Стоит напомнить имена его учителей по Гейдельбергскому университету – прежде всего, это Генрих Бесселер, под руководством которого Ловинский написал свою диссертацию о мотетах Лассо, ставшей источником многих последующих его исследований; среди других профессоров стоит отметить Карла Ясперса, читавшего Ловинскому курс философии, и Августа Гризбаха – профессора по истории искусств16. Невидимые, но прочные нити связывают Ловинского и с другими великими немецкими профессорами того времени – например, с крупнейшим искусствоведом Э. Панофским, преподававшем до 1933 года в Гамбурге, с которым у него сложились в дальнейшем дружеские отношения; через Панофского – с другими исследователями «иконологического» направления (А. Варбургом, Ф. Закслем и др.), на работы которых Ловинский в дальнейшем будет нередко ссылаться; наконец, даже с великим мыслителем XX века М. Хайдеггером, долгое время преподававшем во Фрайбургском университете, и обучавшем, среди прочих, Г. Бесселера. Были связи и с замечательными музыковедами разных европейских стран – например, с А. Смийерсом, который сблизился с Ловинским в Голландии, куда тот бежал от нацистского режима, и даже завещал ему свою кафедру в университете города Утрехт (это завещание не было реализовано17); с Ш. ван ден Борреном – бельгийским ученым, с которым Ловинский поддерживал постоянную переписку в течение конца 30 х – начала 40-х годов, во время разработки своей гипотезы о «тайном хроматическом искусстве» в мотете нидерландских мастеров, и др.
Перечисленных имен, думается, достаточно для того, чтобы понять, сколь крепкими были связи ученого с европейской культурой, с лучшими представителями европейской мысли того времени до его отъезда в США в 1940 году. Такая среда, конечно, пропитала Ловинского определенным комплексом идей, установок, которые сохранялись в его мышлении до конца жизни, и за которые он неустанно боролся с американскими коллегами.

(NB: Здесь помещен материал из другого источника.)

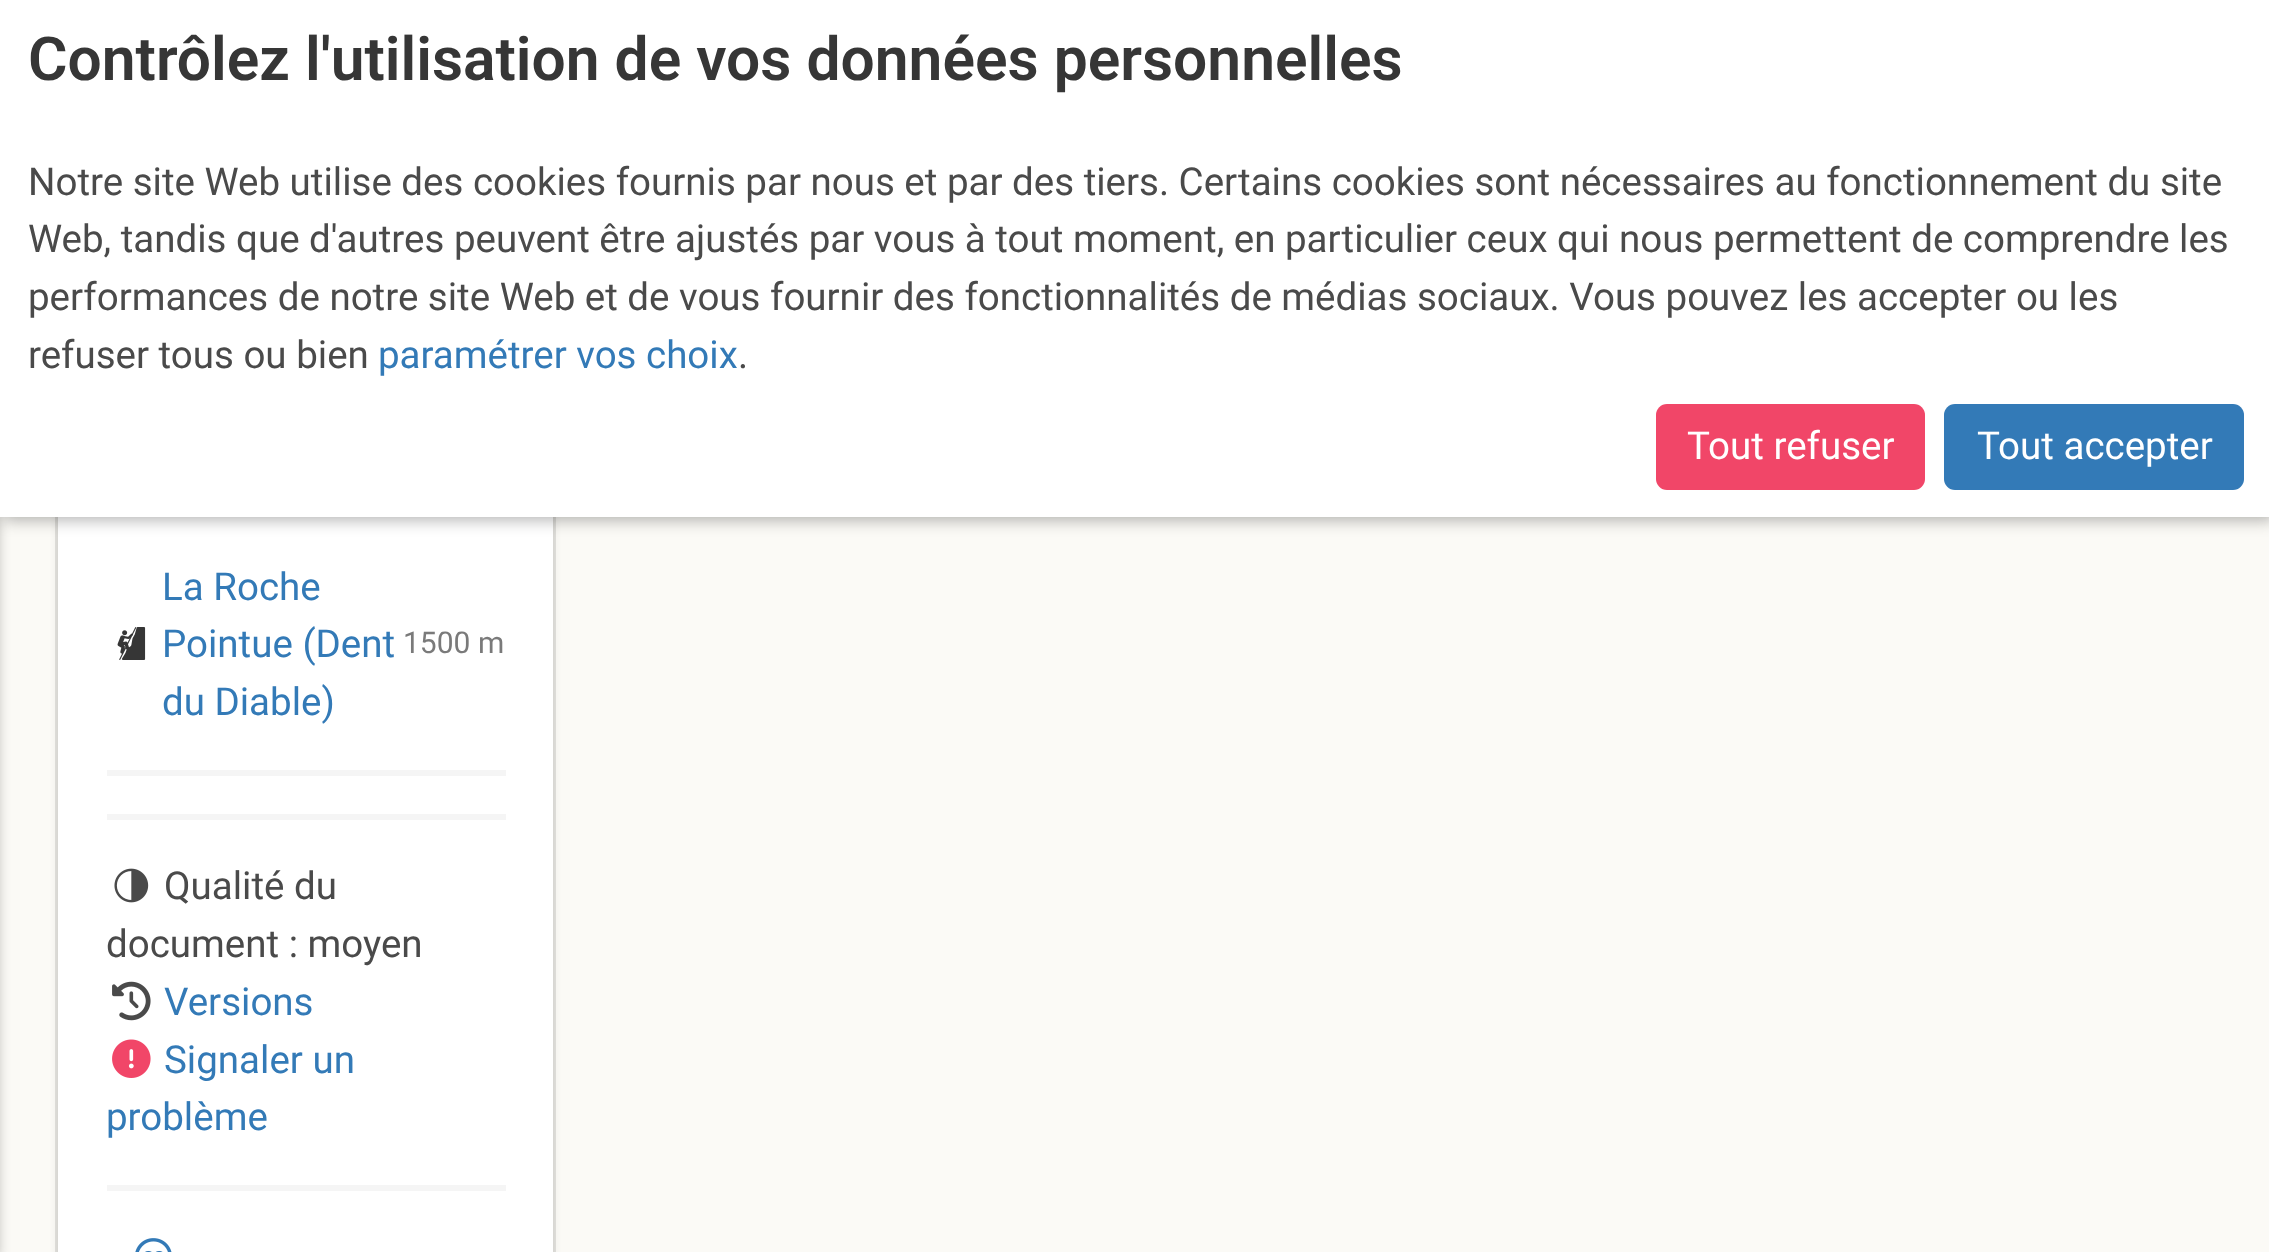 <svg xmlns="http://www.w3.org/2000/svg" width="2269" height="1252">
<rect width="100%" height="100%" fill="#fbfaf6"/>
<rect x="-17" y="3" width="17" height="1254" fill="#00000033" filter="blur(5.5px)"/>
<rect x="56.5" y="364.5" width="498" height="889" fill="none" stroke="#e3e2de" stroke-width="3"/>
<rect x="58" y="371" width="495" height="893" fill="#0a0a0a1a" filter="blur(4px)"/>
<rect x="58" y="517" width="495" height="735" fill="#fff"/>
<rect x="3" y="3" width="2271" height="517" fill="#0000004d" filter="blur(8px)"/>
<rect width="2269" height="517" fill="#fff"/>
<text x="28" y="80" style="font-family:Roboto;font-size:60.5px;font-weight:600;fill:#363636">Contrôlez l'utilisation de vos données personnelles</text>
<text x="28" y="195" style="font-family:Roboto;font-size:38.5px;fill:#4a4a4a">Notre site Web utilise des cookies fournis par nous et par des tiers. Certains cookies sont nécessaires au fonctionnement du site</text>
<text x="28" y="252" style="font-family:Roboto;font-size:38.5px;fill:#4a4a4a">Web, tandis que d'autres peuvent être ajustés par vous à tout moment, en particulier ceux qui nous permettent de comprendre les</text>
<text x="28" y="310" style="font-family:Roboto;font-size:38.5px;fill:#4a4a4a">performances de notre site Web et de vous fournir des fonctionnalités de médias sociaux. Vous pouvez les accepter ou les</text>
<text x="28" y="368" style="font-family:Roboto;font-size:38.5px;fill:#4a4a4a">refuser tous ou bien</text>
<text x="378" y="368" style="font-family:Roboto;font-size:38.5px;fill:#337ab7">paramétrer vos choix</text>
<text x="738" y="368" style="font-family:Roboto;font-size:38.5px;fill:#4a4a4a">.</text>
<rect x="1656" y="404" width="269" height="86" rx="11" fill="#f14668"/>
<text x="1687" y="459" style="font-family:Roboto;font-size:38.5px;fill:#fff">Tout refuser</text>
<rect x="1944" y="404" width="300" height="86" rx="11" fill="#337ab7"/>
<text x="1977" y="459" style="font-family:Roboto;font-size:38.5px;fill:#fff">Tout accepter</text>
<image x="117" y="627" width="29" height="33" href="media/1.png"/>
<text x="162" y="600" style="font-family:Roboto;font-size:38.5px;fill:#337ab7">La Roche</text>
<text x="162" y="657" style="font-family:Roboto;font-size:38.5px;fill:#337ab7">Pointue (Dent</text>
<text x="162" y="715" style="font-family:Roboto;font-size:38.5px;fill:#337ab7">du Diable)</text>
<text x="403" y="653" style="font-family:Roboto;font-size:30px;fill:#7a7a7a">1500 m</text>
<rect x="107" y="770" width="399" height="6" fill="#f5f5f5"/>
<rect x="107" y="814" width="399" height="6" fill="#f5f5f5"/>
<image x="114" y="868" width="35" height="35" href="media/2.png"/>
<text x="164" y="899" style="font-family:Roboto;font-size:38.5px;fill:#4a4a4a">Qualité du</text>
<text x="106" y="957" style="font-family:Roboto;font-size:38.5px;fill:#4a4a4a">document : moyen</text>
<image x="112" y="981" width="39" height="40" href="media/3.png"/>
<text x="164" y="1015" style="font-family:Roboto;font-size:38.5px;fill:#337ab7">Versions</text>
<image x="112" y="1039" width="39" height="39" href="media/4.png"/>
<text x="164" y="1073" style="font-family:Roboto;font-size:38.5px;fill:#337ab7">Signaler un</text>
<text x="106" y="1130" style="font-family:Roboto;font-size:38.5px;fill:#337ab7">problème</text>
<rect x="107" y="1185" width="399" height="6" fill="#f5f5f5"/>
<image x="135" y="1238" width="37" height="14" href="media/5.png"/>
</svg>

Историю музыки можно мыслить по-разному: можно видеть в ней относительно автономную, самоценную область, имеющую собственные линии развития, собственный путь – эта позиция отнюдь не исключает внимания к истории развития других искусств, даже поисков неких аналогий между ними; суть иной позиции состоит в том, что история музыки мыслится частью всемирной истории, своеобразным «микрокосмом», отражающим все основные тенденции развития искусств, общества, религии, науки и прочих отдельных ветвей «макрокосма» человеческого духа. История музыки при таком подходе мыслится только в контексте «истории духа» – “Geistesgeschichte”. Именно эта позиция лежит в основе культурно-исторических взглядов Ловинского.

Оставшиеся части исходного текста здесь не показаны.